━━━━━ Data supplied ━━━━━

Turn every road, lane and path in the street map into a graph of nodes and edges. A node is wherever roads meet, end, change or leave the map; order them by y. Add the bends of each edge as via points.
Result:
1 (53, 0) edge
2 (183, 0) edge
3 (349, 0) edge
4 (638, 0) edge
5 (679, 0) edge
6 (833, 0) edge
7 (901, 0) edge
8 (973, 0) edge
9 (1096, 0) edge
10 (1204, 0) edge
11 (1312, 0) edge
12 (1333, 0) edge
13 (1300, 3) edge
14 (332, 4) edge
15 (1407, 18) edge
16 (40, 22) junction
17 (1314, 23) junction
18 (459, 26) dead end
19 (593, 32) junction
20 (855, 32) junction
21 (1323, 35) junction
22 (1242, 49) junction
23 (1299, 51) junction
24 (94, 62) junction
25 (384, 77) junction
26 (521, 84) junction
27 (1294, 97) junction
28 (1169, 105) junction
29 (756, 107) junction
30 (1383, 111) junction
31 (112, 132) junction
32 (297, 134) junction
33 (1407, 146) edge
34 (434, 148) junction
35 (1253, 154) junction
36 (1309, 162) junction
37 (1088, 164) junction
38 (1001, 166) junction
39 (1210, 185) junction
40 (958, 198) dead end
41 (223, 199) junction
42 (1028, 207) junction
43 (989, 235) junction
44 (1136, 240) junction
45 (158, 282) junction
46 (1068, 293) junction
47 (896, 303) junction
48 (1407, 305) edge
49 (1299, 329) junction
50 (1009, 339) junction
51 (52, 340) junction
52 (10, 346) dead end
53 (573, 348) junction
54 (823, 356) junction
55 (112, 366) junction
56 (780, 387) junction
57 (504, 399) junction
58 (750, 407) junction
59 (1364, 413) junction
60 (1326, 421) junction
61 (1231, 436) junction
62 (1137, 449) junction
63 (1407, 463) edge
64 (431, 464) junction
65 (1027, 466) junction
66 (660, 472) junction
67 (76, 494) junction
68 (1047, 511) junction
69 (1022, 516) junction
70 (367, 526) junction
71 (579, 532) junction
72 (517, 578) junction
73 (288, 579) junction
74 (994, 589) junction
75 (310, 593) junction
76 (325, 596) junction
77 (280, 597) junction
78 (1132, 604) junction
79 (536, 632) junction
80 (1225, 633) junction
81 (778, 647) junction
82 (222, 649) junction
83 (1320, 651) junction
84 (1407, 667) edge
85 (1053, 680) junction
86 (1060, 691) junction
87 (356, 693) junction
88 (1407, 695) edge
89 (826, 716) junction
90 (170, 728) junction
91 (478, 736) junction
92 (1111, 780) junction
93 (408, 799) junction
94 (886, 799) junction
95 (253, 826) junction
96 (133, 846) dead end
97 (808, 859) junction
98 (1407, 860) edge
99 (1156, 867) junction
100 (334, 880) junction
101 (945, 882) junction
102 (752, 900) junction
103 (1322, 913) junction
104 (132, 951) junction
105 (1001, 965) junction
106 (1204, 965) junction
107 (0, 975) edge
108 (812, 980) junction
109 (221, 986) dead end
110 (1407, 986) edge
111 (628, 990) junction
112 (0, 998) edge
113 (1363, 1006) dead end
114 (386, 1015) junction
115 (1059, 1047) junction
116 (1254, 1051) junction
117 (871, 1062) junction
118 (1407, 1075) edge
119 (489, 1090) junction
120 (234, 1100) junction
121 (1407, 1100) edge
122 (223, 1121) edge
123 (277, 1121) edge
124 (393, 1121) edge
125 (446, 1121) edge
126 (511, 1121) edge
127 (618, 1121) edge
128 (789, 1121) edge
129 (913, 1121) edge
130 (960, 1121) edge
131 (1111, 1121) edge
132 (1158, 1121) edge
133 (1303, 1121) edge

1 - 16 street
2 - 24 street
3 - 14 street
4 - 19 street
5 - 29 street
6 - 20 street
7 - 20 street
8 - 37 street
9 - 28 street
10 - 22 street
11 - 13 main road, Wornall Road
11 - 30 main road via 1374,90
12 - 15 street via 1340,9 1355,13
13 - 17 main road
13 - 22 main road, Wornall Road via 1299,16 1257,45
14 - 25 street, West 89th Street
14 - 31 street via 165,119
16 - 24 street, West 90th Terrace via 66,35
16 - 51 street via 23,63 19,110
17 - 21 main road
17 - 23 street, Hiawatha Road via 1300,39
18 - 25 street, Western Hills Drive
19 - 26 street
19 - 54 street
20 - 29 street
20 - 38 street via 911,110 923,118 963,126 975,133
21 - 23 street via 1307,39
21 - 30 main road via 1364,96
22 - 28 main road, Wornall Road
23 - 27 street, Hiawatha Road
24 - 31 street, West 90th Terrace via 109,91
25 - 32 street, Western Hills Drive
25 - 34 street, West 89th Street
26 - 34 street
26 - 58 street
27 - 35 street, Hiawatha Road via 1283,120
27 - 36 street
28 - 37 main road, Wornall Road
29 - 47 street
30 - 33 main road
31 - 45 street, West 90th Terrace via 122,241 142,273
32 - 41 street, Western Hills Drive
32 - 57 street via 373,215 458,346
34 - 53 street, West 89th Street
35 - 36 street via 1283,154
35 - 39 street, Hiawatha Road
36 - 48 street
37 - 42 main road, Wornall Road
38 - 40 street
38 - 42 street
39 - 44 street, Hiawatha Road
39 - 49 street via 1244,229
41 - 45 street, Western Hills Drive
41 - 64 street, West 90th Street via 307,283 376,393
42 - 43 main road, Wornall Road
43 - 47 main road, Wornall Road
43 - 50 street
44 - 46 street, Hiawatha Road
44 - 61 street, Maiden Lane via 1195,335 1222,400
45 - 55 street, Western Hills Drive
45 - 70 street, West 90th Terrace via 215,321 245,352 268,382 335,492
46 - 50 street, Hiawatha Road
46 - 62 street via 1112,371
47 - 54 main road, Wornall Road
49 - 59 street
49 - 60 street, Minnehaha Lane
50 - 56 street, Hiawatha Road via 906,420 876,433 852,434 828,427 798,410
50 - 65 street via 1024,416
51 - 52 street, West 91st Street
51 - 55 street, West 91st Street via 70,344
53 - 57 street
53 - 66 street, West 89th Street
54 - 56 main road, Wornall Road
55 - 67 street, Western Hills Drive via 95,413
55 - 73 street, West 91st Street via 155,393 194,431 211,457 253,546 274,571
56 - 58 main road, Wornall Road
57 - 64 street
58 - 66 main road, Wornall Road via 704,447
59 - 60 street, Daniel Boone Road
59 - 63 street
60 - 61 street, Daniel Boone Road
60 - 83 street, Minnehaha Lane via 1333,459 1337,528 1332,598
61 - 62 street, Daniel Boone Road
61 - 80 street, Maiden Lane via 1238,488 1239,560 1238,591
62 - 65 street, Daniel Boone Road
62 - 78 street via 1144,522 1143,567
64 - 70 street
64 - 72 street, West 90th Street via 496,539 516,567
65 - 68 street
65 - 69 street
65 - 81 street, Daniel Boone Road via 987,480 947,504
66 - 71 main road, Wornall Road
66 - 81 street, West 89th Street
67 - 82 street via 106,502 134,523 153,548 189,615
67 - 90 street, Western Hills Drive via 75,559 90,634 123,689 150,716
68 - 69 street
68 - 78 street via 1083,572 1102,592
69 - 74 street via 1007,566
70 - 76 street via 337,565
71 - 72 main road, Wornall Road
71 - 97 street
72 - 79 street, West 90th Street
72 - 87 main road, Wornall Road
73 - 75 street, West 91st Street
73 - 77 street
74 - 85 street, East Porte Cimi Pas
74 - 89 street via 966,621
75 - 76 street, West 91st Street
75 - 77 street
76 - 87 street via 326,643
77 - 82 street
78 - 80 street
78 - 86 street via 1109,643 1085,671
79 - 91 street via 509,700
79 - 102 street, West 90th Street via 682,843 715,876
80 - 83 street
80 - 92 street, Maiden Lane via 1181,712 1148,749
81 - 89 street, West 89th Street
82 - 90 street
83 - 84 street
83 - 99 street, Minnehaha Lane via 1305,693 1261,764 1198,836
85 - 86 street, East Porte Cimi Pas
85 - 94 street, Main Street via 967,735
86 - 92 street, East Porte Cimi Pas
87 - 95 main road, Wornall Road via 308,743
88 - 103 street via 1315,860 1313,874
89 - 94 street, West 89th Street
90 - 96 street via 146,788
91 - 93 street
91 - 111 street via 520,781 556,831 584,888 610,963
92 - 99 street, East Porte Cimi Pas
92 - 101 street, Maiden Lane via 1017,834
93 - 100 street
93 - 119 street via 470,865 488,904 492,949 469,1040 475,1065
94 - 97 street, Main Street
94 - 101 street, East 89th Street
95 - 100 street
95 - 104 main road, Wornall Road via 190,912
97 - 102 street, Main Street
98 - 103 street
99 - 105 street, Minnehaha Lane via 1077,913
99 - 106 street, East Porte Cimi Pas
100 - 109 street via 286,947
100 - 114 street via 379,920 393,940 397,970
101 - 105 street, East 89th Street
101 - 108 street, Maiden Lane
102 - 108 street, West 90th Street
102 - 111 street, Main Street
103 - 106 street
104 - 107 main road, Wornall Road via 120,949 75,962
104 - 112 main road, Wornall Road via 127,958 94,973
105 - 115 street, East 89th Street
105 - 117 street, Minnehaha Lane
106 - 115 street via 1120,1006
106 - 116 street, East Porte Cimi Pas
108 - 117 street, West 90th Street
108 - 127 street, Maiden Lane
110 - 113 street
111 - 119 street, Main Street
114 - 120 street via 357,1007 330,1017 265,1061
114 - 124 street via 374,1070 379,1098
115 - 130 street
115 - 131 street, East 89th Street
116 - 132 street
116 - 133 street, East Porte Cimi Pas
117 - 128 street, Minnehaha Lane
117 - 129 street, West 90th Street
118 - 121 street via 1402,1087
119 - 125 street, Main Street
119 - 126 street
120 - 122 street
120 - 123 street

━━━━━

Activity => Among the lines of the data, find every one that holds "dead" and copy it.

Answer space =>
18 (459, 26) dead end
40 (958, 198) dead end
52 (10, 346) dead end
96 (133, 846) dead end
109 (221, 986) dead end
113 (1363, 1006) dead end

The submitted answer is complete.